Dimitrieva at al. [11] investigated platelet functional activity in group of 50 chronic lymphocytic leukemia (CLL) patients treated with ibrutinib. They found similar observations i.e. in the beginning, impaired platelet response to ADP caused by CLL, then impaired collagen-induced aggregation caused by ibrutinib which shifts the balance to bleeding. During ibrutinib treatment, bleeding tendency was decreased mainly because of the improved response to ADP [11].

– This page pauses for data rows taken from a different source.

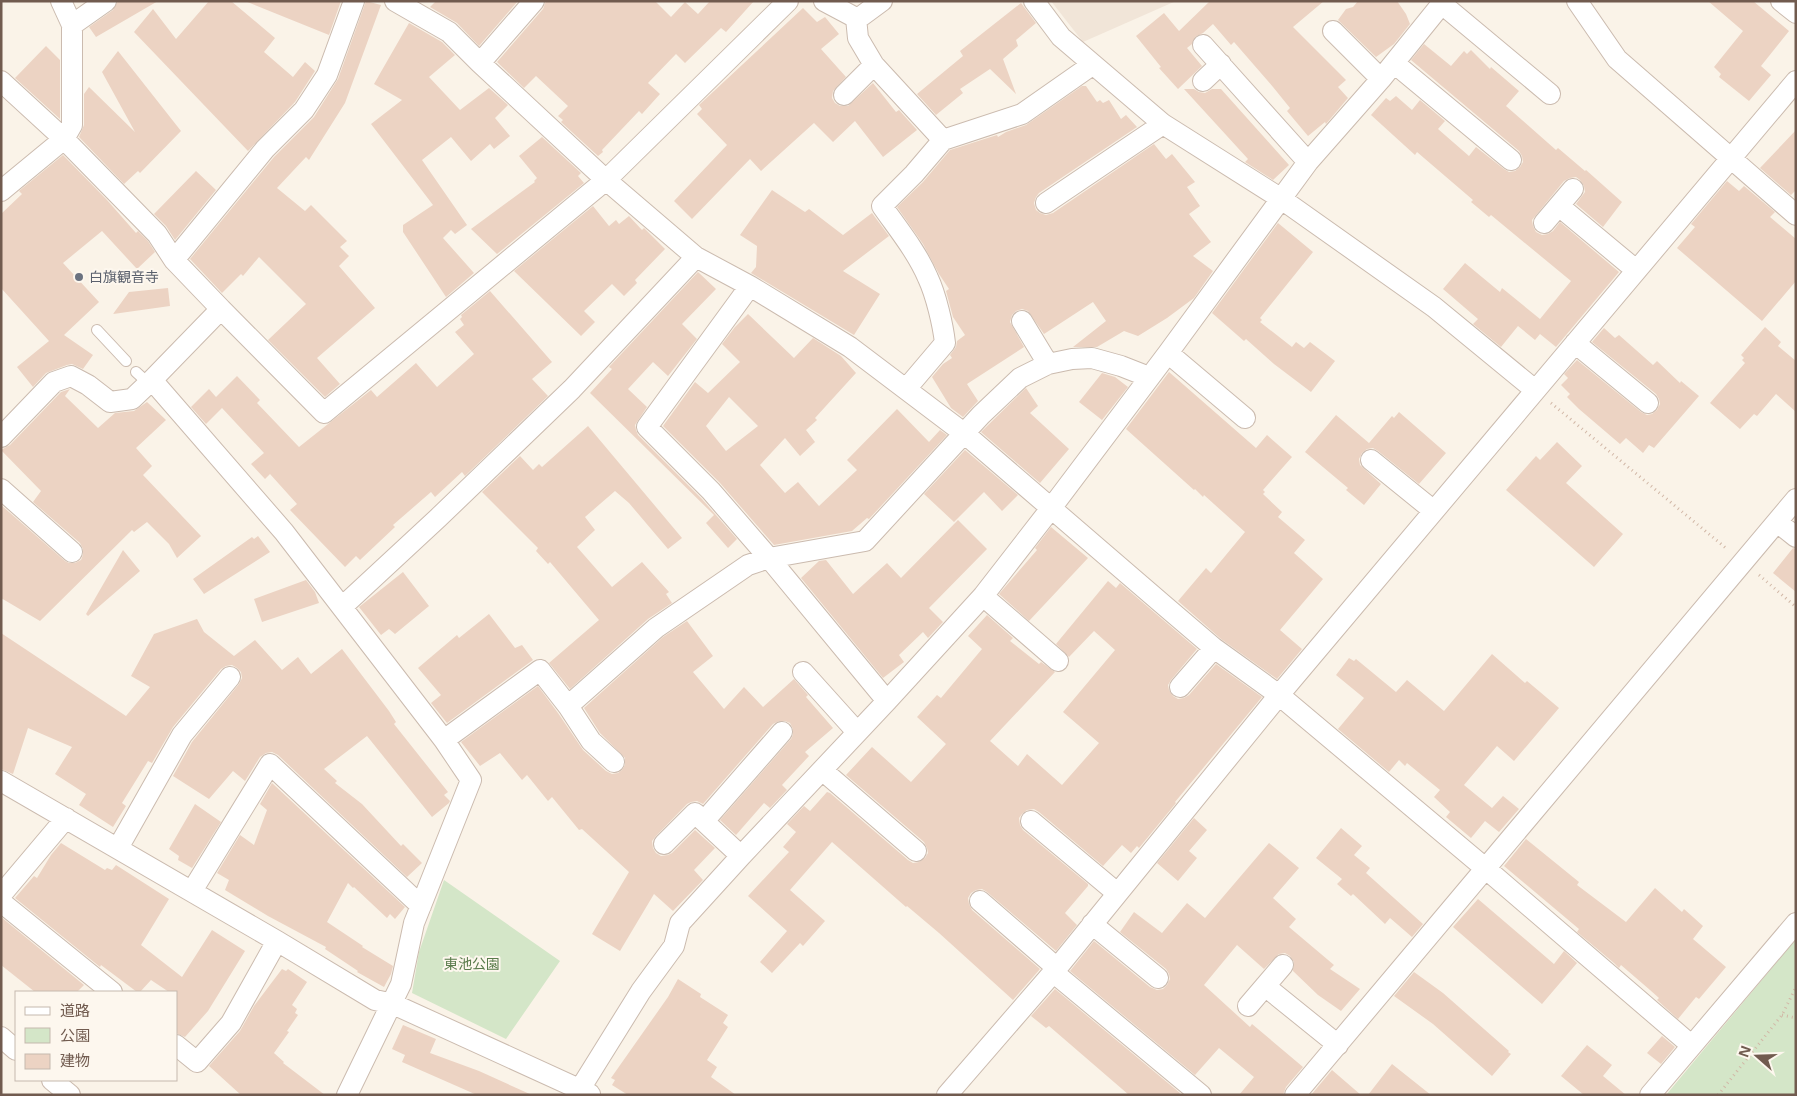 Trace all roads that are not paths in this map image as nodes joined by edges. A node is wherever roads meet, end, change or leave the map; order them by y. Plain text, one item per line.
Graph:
1 (61, 1) edge
2 (106, 1) edge
3 (354, 1) edge
4 (395, 1) edge
5 (534, 1) edge
6 (788, 1) edge
7 (824, 1) edge
8 (882, 1) edge
9 (1034, 1) edge
10 (1577, 1) edge
11 (1782, 1) edge
12 (1446, 6) edge
13 (1796, 13) edge
14 (856, 18) junction
15 (72, 25) junction
16 (1333, 31) dead end
17 (1203, 45) dead end
18 (480, 63) junction
19 (1221, 64) junction
20 (874, 65) junction
21 (1092, 66) junction
22 (1398, 66) junction
23 (1381, 79) junction
24 (1203, 80) dead end
25 (1, 81) edge
26 (1796, 81) edge
27 (844, 94) dead end
28 (1550, 94) dead end
29 (1163, 124) junction
30 (64, 139) junction
31 (942, 140) junction
32 (1730, 158) junction
33 (1511, 160) dead end
34 (1308, 162) junction
35 (606, 180) junction
36 (1573, 189) dead end
37 (1, 191) edge
38 (1280, 198) junction
39 (1046, 203) dead end
40 (1559, 206) junction
41 (1796, 214) edge
42 (1544, 223) dead end
43 (696, 256) junction
44 (174, 260) junction
45 (1636, 270) junction
46 (750, 286) junction
47 (221, 309) junction
48 (1022, 321) dead end
49 (97, 330) dead end
50 (1575, 343) junction
51 (1172, 357) junction
52 (126, 361) dead end
53 (1048, 364) junction
54 (1149, 377) junction
55 (145, 378) junction
56 (906, 389) junction
57 (1535, 390) junction
58 (1648, 403) dead end
59 (1245, 418) dead end
60 (965, 434) junction
61 (1, 437) edge
62 (1371, 460) dead end
63 (1, 488) edge
64 (1796, 500) edge
65 (1052, 508) junction
66 (1434, 511) junction
67 (1777, 522) junction
68 (1796, 537) edge
69 (72, 552) dead end
70 (769, 558) junction
71 (983, 596) junction
72 (342, 607) junction
73 (1214, 648) junction
74 (1058, 661) dead end
75 (803, 672) dead end
76 (230, 677) dead end
77 (1180, 687) dead end
78 (1279, 695) junction
79 (887, 702) junction
80 (568, 706) junction
81 (782, 732) dead end
82 (857, 732) junction
83 (444, 740) junction
84 (614, 762) dead end
85 (822, 770) junction
86 (1, 781) edge
87 (66, 818) junction
88 (705, 820) junction
89 (1031, 821) dead end
90 (123, 841) junction
91 (664, 844) dead end
92 (916, 850) dead end
93 (741, 856) junction
94 (1485, 868) junction
95 (192, 891) junction
96 (1117, 893) junction
97 (1, 895) edge
98 (980, 901) dead end
99 (1, 902) edge
100 (421, 906) junction
101 (1092, 924) junction
102 (1796, 924) edge
103 (278, 941) junction
104 (1283, 965) dead end
105 (1055, 970) junction
106 (1158, 978) dead end
107 (1265, 986) junction
108 (111, 991) edge
109 (393, 1004) junction
110 (1248, 1006) dead end
111 (1, 1037) edge
112 (1338, 1045) junction
113 (1692, 1045) junction
114 (178, 1047) edge
115 (15, 1049) edge
116 (53, 1081) edge
117 (586, 1092) edge
118 (70, 1095) edge
119 (347, 1095) edge
120 (947, 1095) edge
121 (1201, 1095) edge
122 (1295, 1095) edge
123 (1650, 1095) edge

1 - 15 street
2 - 15 street
3 - 44 street
4 - 18 street
5 - 18 street
6 - 35 street
7 - 14 street
8 - 14 street
9 - 21 street
10 - 32 street
11 - 13 street
12 - 22 street
12 - 28 street
14 - 20 street
15 - 30 street
16 - 23 street
17 - 19 street
18 - 35 street
19 - 24 street
19 - 34 street
20 - 27 street
20 - 31 street
21 - 29 street
21 - 31 street
22 - 23 street
22 - 33 street
23 - 34 street
25 - 30 street
26 - 32 street
29 - 38 street
29 - 39 street
30 - 37 street
30 - 44 street
31 - 56 street
32 - 41 street
32 - 45 street
34 - 38 street
35 - 43 street
35 - 47 street
36 - 40 street
38 - 51 street
38 - 57 street
40 - 42 street
40 - 45 street
43 - 46 street
43 - 72 street
44 - 47 street
45 - 50 street
46 - 56 street
46 - 70 street
47 - 55 street
48 - 53 street
49 - 52 lane
50 - 57 street
50 - 58 street
51 - 54 street
51 - 59 street
53 - 54 street
53 - 60 street
54 - 65 street
55 - 61 street
55 - 72 street
56 - 60 street
57 - 66 street
60 - 65 street
60 - 70 street
62 - 66 street
63 - 69 street
64 - 67 street
65 - 71 street
65 - 73 street
66 - 78 street
67 - 68 street
67 - 94 street
70 - 79 street
70 - 80 street
71 - 74 street
71 - 79 street
72 - 83 street
73 - 77 street
73 - 78 street
75 - 82 street
76 - 90 street
78 - 94 street
78 - 96 street
79 - 82 street
80 - 83 street
80 - 84 street
81 - 88 street
82 - 85 street
83 - 100 street
85 - 92 street
85 - 93 street
86 - 87 street
87 - 90 street
87 - 97 street
88 - 91 street
88 - 93 street
89 - 96 street
90 - 95 street
93 - 117 street
94 - 112 street
94 - 113 street
95 - 100 street
95 - 103 street
96 - 101 street
98 - 105 street
99 - 108 street
100 - 109 street
101 - 105 street
101 - 106 street
102 - 113 street
103 - 109 street
103 - 114 street
104 - 107 street
105 - 120 street
105 - 121 street
107 - 110 street
107 - 112 street
109 - 117 street
109 - 119 street
111 - 115 street
112 - 122 street
113 - 123 street
116 - 118 street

In 2016, Kazianka et al. [12] reported that ristocetin-induced platelet aggregation (RIPA) might be a useful indicator to predict and monitor bleeding tendency in CLL patients treated with ibrutinib. However, in 2018, Alberelli et al. [13] studied a group of 68 CLL patients on ibrutinib therapy and proved that RIPA is not affected in ibrutinib-treated CLL patients and cannot be used to identify patients at a higher risk of bleeding. Dimitrieva et al. [11] confirmed that platelet aggregation with ADP and ristocetin, as well as platelet count, were the best indicators of bleeding.
Sometimes patients on ibrutinib therapy due to atrial fibrillation require anticoagulation (AC) for primary and secondary prevention. Such patients should be followed closely. Direct oral anticoagulants (DOAC) are preferred over a VKA because of the lower risk of major bleeding events and because of the favorable stroke risk-benefit profile [14]. Our abovementioned patient received DOAC simultaneously with a reduced dose of ibrutinib. According to Raz et al., when ibrutinib was used in combination with DOAC, most of the bleeding was grade 1–2, so the safety profile of concurrent treatment of DOAC and ibrutinib seemed tolerable [15]. In our patient receiving DOAC and ibrutinib simultaneously, we only observed minor (grade 1–2) bleeding events.
Conclusions
We detected impaired platelet aggregation by multiplate technology in all the studied patients with CLL. The impairment of collagen-induced platelet aggregation was exacerbated during ibrutinib treatment. Interestingly, ADP-induced, arachidonic acid-induced, and TRAP-induced platelet aggregation tended to improve during the treatment.
Only 31% of ibrutinib-treated patients showed some mild bleeding complications at the beginning of the treatment. Platelet function in these patients remained impaired even after 12 months of therapy.
Authors’ contributions
BS researched literature and conceived the study. BS and AN was involved in protocol development, gaining ethical approval. BS, AS, DJ, AN, EW-S was contributed to the patient recruitment and data analysis. BS wrote the first draft of the manuscript. All authors reviewed and edited the manuscript and approved the final version of the manuscript.
Conflicts of interest
None.
Financial support
This study was funded by a research grant from the Medical University of Lublin [DS175].
Ethics
The work described in this article has been carried out in accordance with The Code of Ethics of the World Medical Association (Declaration of Helsinki) for experiments involving humans; EU Directive 2010/63/EU for animal experiments; uniform requirements for manuscripts submitted to biomedical journals.